SAN FRANCISCO — A cybersecurity company said it had discovered a flaw in WhatsApp, the Facebook-owned messaging service with 1.5 billion users, that allows scammers to alter the content or change the identity of the sender of a previously delivered message.
By creating a hacked version of the WhatsApp application, scammers can change a “quote” — a feature that allows people within a chat to display a past message and reply to it — to give the impression that someone sent a message they did not actually send, according to the company, Check Point Software Technologies.
WhatsApp acknowledged that it was possible for someone to manipulate the quote feature, but the company disagreed that it was a flaw. WhatsApp said the system was working as it had intended, because the trade-offs to prevent such a deception by verifying every message on the platform would create an enormous privacy risk or bog down the service. The company said it worked to find and remove anyone using a fake WhatsApp application to spoof the service.

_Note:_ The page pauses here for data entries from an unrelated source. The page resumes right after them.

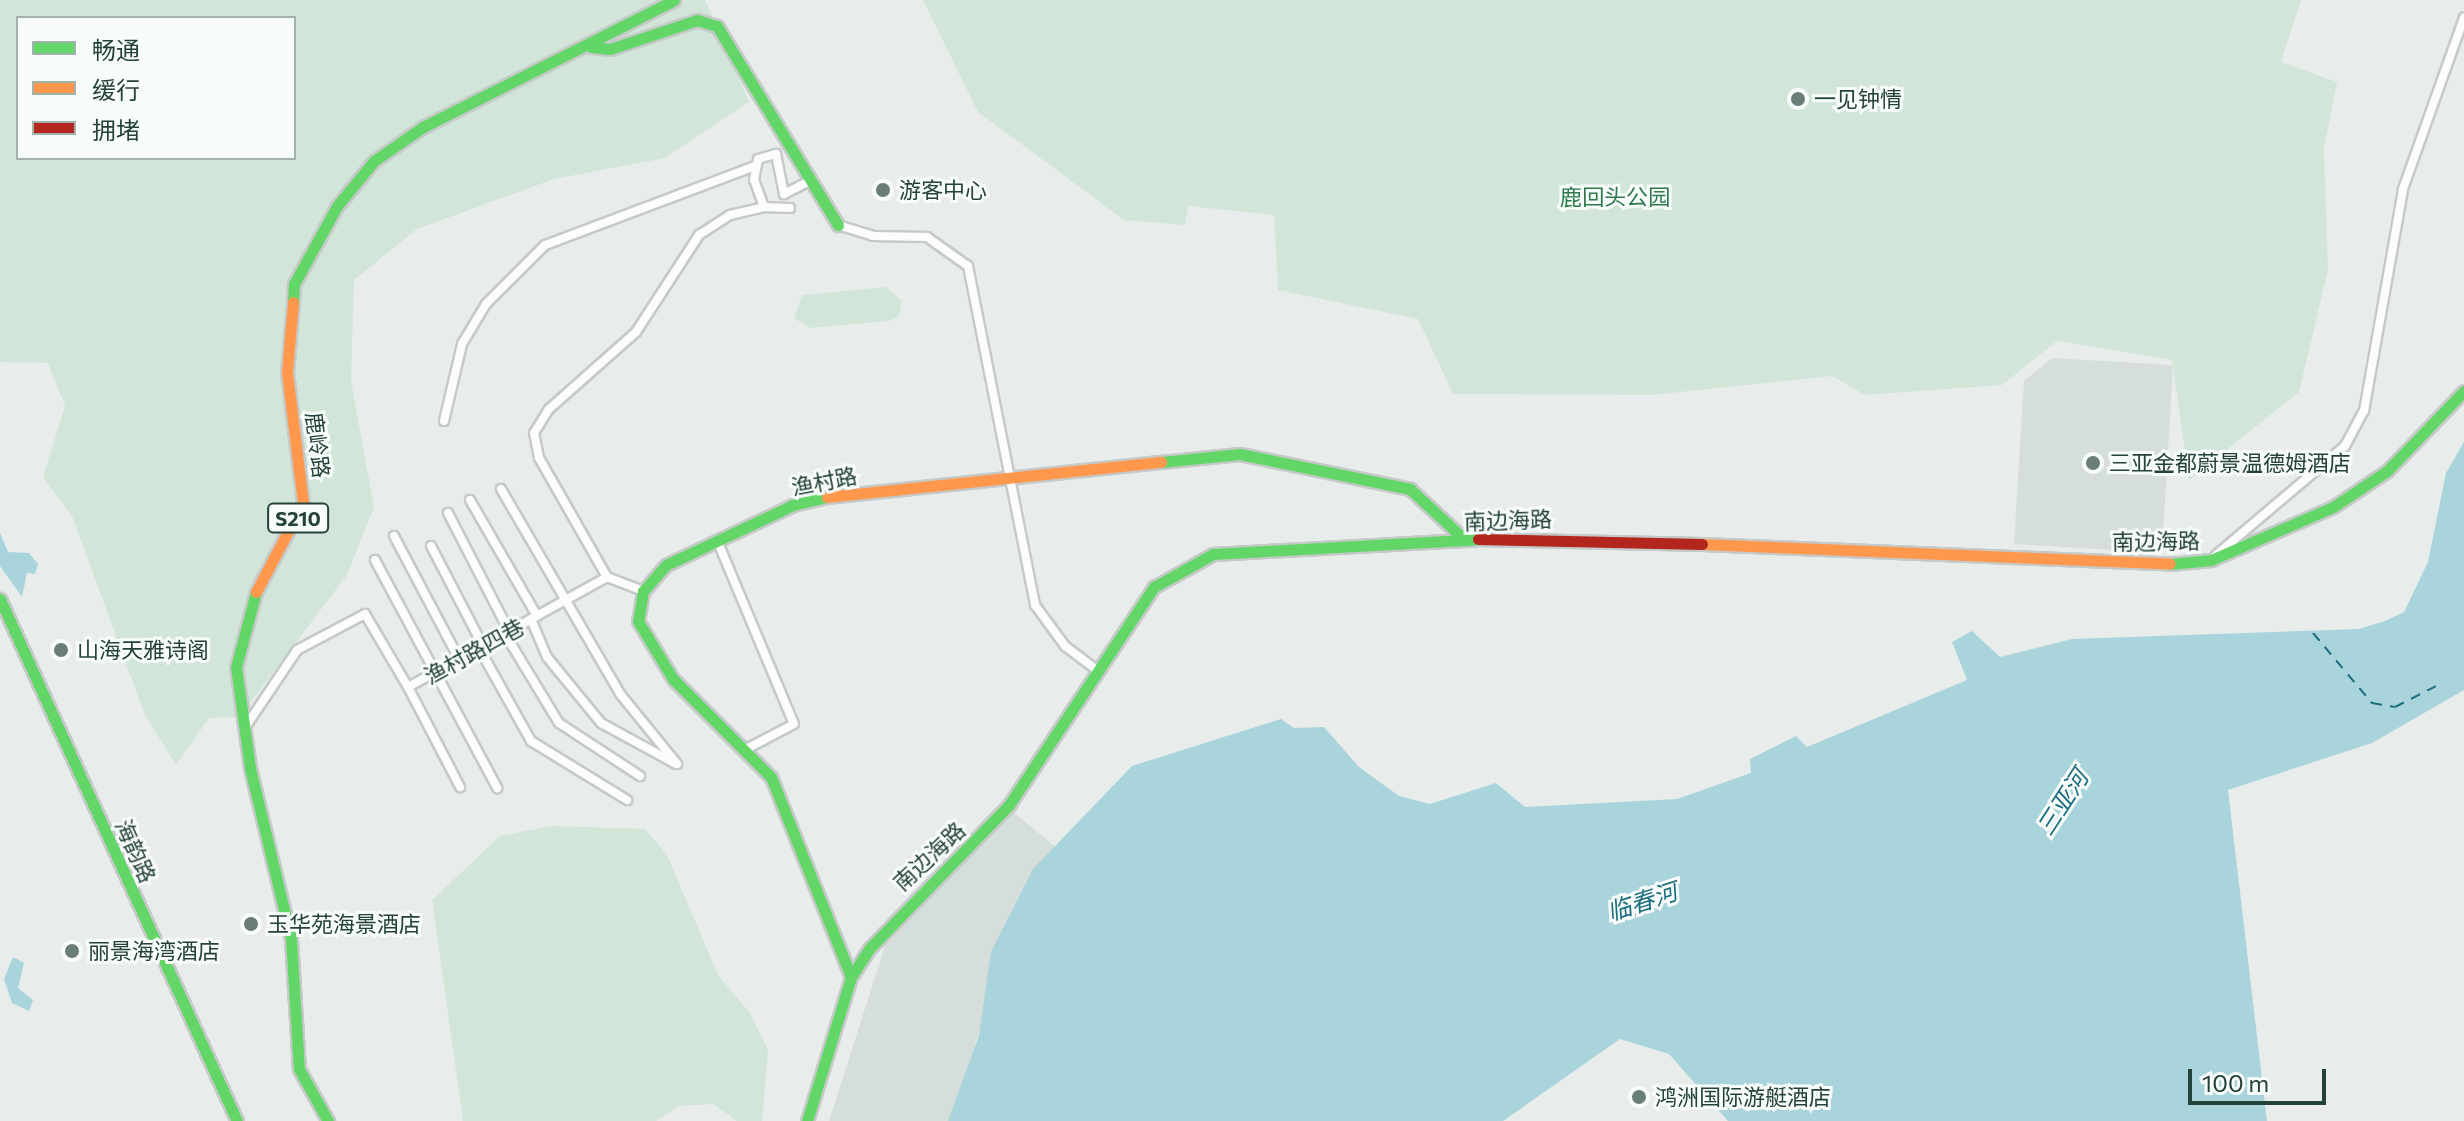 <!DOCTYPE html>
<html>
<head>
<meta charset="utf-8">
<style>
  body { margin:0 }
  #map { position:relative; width:2464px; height:1121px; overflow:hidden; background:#e8edeb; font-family:Commissioner,"Noto Sans SC",sans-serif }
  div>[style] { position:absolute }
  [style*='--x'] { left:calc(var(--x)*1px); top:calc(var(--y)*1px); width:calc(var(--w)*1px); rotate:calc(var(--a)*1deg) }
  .built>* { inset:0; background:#d6dedb }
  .green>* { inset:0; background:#d1e6d8 }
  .water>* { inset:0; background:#a9d4db }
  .ferry>* { height:2px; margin-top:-1px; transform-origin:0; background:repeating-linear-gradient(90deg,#1c6f80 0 10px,transparent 0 18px) }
  .roads { filter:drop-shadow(2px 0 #c5cac8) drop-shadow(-2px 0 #c5cac8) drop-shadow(0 2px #c5cac8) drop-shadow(0 -2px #c5cac8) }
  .street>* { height:8px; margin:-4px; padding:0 4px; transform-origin:4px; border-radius:4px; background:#fcfcfc }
  .fast>* { height:11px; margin:-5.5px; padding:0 5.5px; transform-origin:5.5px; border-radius:5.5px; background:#63d668 }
  .slow>* { height:11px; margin:-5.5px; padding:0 5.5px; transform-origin:5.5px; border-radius:5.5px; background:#ff974d }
  .jam>* { height:11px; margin:-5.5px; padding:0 5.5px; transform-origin:5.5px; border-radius:5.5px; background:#b3261e }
  .dots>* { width:22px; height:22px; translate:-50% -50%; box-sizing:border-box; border:4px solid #f7fbf9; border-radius:50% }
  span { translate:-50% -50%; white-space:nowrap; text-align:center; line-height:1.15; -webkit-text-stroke:6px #f7fbf9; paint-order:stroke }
  .shield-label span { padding:2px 6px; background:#f7fbf9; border:2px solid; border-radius:6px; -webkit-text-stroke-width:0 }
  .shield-label { font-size:20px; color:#24423a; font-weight:700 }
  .poi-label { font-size:22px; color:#24423a }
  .left { translate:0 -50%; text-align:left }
  .park-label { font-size:22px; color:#2d7a4b }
  .street-label { font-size:22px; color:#24423a }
  .water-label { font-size:24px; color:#1c6f80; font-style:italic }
  .legend { position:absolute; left:16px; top:16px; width:280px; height:144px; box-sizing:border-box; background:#f7fbf9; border:2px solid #a3b1ad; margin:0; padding:10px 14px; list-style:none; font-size:24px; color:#24423a }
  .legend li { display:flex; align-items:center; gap:16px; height:40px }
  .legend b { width:40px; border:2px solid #a3b1ad }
  .scale { position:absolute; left:2188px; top:1069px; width:138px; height:36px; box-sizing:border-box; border:4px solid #24423a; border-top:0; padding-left:10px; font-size:24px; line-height:28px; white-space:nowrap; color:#24423a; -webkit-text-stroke:6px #f7fbf9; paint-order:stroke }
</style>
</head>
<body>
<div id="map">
  <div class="built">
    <i style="clip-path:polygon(2052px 358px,2173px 365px,2162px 553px,2014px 544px,2024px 381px)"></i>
    <i style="clip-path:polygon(1013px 812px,1058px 849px,1010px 933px,951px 1121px,829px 1121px,885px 946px)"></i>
  </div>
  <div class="green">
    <i style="clip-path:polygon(evenodd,0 0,705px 0,749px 102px,665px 158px,554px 179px,417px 229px,354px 280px,351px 381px,374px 507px,347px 575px,279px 665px,239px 717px,209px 718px,176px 765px,145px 715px,72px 516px,43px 477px,65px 406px,48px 363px,0 362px,0 0,18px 18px,294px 18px,294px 158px,18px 158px,18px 18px)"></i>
    <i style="clip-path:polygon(923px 0,2301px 0,2281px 62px,2337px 82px,2324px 149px,2328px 270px,2299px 392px,2189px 480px,2172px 360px,2057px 341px,2002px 385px,1865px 395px,1832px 376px,1652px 395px,1453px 394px,1418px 319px,1278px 290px,1274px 215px,1188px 206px,1185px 225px,1124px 220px,978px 112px)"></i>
    <i style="clip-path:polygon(886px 287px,902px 301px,899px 316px,889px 321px,810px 328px,794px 318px,802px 295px)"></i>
    <i style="clip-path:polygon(553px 826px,645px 829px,667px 855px,718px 975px,750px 1013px,768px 1050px,762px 1121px,737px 1121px,713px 1104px,679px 1106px,656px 1121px,463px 1121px,432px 900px,500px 836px)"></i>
  </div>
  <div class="water">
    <i style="clip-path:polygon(2464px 442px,2464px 690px,2372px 743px,2228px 790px,2267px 1121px,1728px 1121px,1669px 1054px,1620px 1039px,1503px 1121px,948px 1121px,979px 1035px,991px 952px,1033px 869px,1132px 766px,1281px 719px,1294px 728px,1324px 727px,1359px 767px,1399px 796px,1430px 804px,1496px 783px,1525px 807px,1677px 799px,1751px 773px,1750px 759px,1796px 736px,1807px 747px,1967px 680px,1952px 642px,1972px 631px,2000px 657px,2072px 639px,2359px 629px,2385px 621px,2404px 612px,2428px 562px,2446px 473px)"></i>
    <i style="clip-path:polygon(0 533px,8px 552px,29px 553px,38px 564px,35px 574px,27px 573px,22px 597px,0 566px)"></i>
    <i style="clip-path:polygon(13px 957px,24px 963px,18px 988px,33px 1000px,29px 1011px,12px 1003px,4px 979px)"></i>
  </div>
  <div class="ferry">
    <i style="--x:2313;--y:633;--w:92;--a:49.9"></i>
    <i style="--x:2372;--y:703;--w:23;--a:10"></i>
    <i style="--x:2395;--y:707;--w:46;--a:-27.1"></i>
  </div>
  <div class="roads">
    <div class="street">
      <i style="--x:790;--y:208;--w:26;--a:-178"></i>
      <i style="--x:764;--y:207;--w:29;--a:-110"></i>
      <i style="--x:754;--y:180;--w:21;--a:-79"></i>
      <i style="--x:758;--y:159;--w:19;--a:-16"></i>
      <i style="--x:776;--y:154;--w:41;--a:78.7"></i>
      <i style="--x:784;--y:194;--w:29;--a:-27"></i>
      <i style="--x:838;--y:225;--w:37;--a:17"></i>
      <i style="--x:873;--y:236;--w:54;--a:1.1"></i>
      <i style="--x:927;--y:237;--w:50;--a:35.3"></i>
      <i style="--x:968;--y:266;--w:346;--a:78.8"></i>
      <i style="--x:1035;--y:605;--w:51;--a:53.8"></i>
      <i style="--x:1065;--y:646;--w:40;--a:37"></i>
      <i style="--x:444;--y:421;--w:79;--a:-76.8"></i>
      <i style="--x:462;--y:344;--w:47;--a:-59"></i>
      <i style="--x:486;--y:304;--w:83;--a:-45"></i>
      <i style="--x:545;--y:245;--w:224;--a:-20.6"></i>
      <i style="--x:501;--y:489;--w:238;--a:59.8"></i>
      <i style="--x:621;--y:695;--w:89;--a:50.9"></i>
      <i style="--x:470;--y:500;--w:134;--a:60"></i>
      <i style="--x:448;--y:513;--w:133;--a:62.7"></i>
      <i style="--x:394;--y:536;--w:139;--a:62.1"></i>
      <i style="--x:717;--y:540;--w:199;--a:67.3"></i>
      <i style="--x:794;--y:724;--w:52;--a:152.4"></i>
      <i style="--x:431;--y:546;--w:113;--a:62.5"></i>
      <i style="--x:2216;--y:555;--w:169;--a:-40.2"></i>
      <i style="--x:2345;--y:446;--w:40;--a:-62"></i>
      <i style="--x:2364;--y:411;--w:225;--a:-80"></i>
      <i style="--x:2403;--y:189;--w:182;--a:-70.4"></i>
      <i style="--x:375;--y:560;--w:259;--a:61.8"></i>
      <i style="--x:607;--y:577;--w:137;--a:-119.7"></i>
      <i style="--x:539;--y:458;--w:25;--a:-101"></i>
      <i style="--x:534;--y:433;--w:28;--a:-58"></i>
      <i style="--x:549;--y:409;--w:116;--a:-41.5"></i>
      <i style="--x:636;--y:332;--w:116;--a:-57"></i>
      <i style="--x:699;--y:235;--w:37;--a:-33"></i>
      <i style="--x:730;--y:215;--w:35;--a:-13"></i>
      <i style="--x:531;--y:619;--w:41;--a:67.2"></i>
      <i style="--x:547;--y:657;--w:85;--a:50.7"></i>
      <i style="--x:601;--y:723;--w:85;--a:28.7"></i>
      <i style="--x:505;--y:634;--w:104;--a:58.8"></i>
      <i style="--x:559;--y:723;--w:97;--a:33.2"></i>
      <i style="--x:479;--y:648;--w:107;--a:60.8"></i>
      <i style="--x:531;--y:741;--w:113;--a:31.6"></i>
      <i style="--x:408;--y:687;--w:113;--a:62.5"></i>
      <i style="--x:244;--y:729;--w:95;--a:-56.1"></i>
      <i style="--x:297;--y:650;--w:77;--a:-27.9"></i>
      <i style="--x:365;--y:614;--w:85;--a:59.5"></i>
      <i style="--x:408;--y:687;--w:227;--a:-28.9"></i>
      <i style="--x:607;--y:577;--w:39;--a:21"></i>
    </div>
    <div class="fast">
      <i style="--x:591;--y:47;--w:19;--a:6"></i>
      <i style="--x:610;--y:49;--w:92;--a:-18.4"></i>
      <i style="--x:697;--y:20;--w:21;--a:17"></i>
      <i style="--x:717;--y:26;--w:233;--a:58.7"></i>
      <i style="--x:293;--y:302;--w:18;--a:-87"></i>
      <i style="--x:294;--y:284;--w:89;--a:-61.1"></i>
      <i style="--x:337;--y:206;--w:58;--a:-50.6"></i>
      <i style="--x:374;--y:161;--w:60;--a:-34.8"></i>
      <i style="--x:423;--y:127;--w:281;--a:-26.8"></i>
      <i style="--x:1161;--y:462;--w:79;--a:-5.8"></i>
      <i style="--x:1240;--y:454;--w:174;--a:11.6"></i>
      <i style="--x:1410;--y:489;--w:75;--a:42.8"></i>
      <i style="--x:827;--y:497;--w:35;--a:167"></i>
      <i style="--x:793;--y:505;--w:140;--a:154.7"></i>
      <i style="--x:666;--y:565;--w:35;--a:131"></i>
      <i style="--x:643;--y:591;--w:30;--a:99"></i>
      <i style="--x:638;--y:621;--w:68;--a:58.9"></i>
      <i style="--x:673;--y:679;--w:139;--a:45"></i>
      <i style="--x:771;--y:777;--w:215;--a:68.2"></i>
      <i style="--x:2170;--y:564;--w:41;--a:-5.6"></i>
      <i style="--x:2211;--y:560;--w:133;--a:-23.5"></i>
      <i style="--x:2333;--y:507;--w:65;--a:-33.7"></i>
      <i style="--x:2387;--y:471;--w:111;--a:-46.1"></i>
      <i style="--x:256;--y:592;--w:78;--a:104.9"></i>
      <i style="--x:236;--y:667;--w:102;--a:82.1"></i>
      <i style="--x:250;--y:768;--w:176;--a:76.5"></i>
      <i style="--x:291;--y:939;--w:130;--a:86.5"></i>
      <i style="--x:299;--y:1069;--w:60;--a:60.9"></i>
      <i style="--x:0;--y:599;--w:573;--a:65.58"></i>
      <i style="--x:807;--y:1121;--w:151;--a:-73"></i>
      <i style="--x:851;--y:977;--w:33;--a:-57"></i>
      <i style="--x:869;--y:949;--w:201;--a:-45.8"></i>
      <i style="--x:1009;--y:805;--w:262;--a:-56.4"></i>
      <i style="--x:1154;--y:587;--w:68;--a:-29.2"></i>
      <i style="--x:1213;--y:554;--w:265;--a:-3.2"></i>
    </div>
    <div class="slow">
      <i style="--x:827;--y:497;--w:336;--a:-6"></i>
      <i style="--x:1702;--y:544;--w:468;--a:2.4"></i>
      <i style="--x:256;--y:592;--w:101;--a:-62.2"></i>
      <i style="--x:303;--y:503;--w:132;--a:-97"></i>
      <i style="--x:287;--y:372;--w:70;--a:-85.1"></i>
    </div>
    <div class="jam">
      <i style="--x:1478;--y:539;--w:224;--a:1.3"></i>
    </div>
  </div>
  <div class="dots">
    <i style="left:1798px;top:99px;background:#697e78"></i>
    <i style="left:883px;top:190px;background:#697e78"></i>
    <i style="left:2093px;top:463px;background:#697e78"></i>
    <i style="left:61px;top:650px;background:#697e78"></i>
    <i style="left:251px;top:924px;background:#697e78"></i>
    <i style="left:72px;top:951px;background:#697e78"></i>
    <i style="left:1639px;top:1097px;background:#697e78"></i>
  </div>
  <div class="shield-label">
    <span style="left:298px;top:518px">S210</span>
  </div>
  <div class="poi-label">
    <span class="left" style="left:1814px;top:99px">一见钟情</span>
    <span class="left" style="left:899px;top:190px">游客中心</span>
    <span class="left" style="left:2109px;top:463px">三亚金都蔚景温德姆酒店</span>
    <span class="left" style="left:77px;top:650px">山海天雅诗阁</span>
    <span class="left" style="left:267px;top:924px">玉华苑海景酒店</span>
    <span class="left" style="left:88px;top:951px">丽景海湾酒店</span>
    <span class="left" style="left:1655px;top:1097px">鸿洲国际游艇酒店</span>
  </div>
  <div class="park-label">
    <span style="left:1615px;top:197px">鹿回头公园</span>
  </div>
  <div class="street-label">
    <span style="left:318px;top:445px;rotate:83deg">鹿岭路</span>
    <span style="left:824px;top:481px;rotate:-11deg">渔村路</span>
    <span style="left:1508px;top:520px;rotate:-2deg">南边海路</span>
    <span style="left:2156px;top:541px;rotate:-1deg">南边海路</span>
    <span style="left:474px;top:651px;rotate:-29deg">渔村路四巷</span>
    <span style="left:136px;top:851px;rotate:66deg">海韵路</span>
    <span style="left:929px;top:856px;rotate:-43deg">南边海路</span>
  </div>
  <div class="water-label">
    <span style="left:2062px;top:802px;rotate:-57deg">三亚河</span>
    <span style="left:1642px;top:901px;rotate:-18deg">临春河</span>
  </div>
  <ul class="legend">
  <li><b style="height:10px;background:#63d668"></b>畅通</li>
  <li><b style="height:10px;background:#ff974d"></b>缓行</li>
  <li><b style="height:10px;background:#b3261e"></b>拥堵</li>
  </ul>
  <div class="scale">100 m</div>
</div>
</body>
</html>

“We carefully reviewed this issue and it’s the equivalent of altering an email,” Carl Woog, a spokesman for WhatsApp, said in a statement. What Check Point discovered had nothing to do with the security of WhatsApp’s so-called end-to-end encryption, which ensures only the sender and recipient can read messages, he said.
WhatsApp has 1.5 billion users on its platform, making it the world’s most widely used messaging app. It has gained popularity for the simplicity and security of its service, providing encryption so that even the company does not know the content of its users’ messages. Facebook acquired WhatsApp in 2014 for $19 billion.
But it has come under fire in recent months for the spread of misinformation on its platform. In India, false rumors about child kidnappers circulating through WhatsApp led to mob violence. In Brazil, false stories about deadly reactions to vaccines for the yellow fever spread over the messaging service.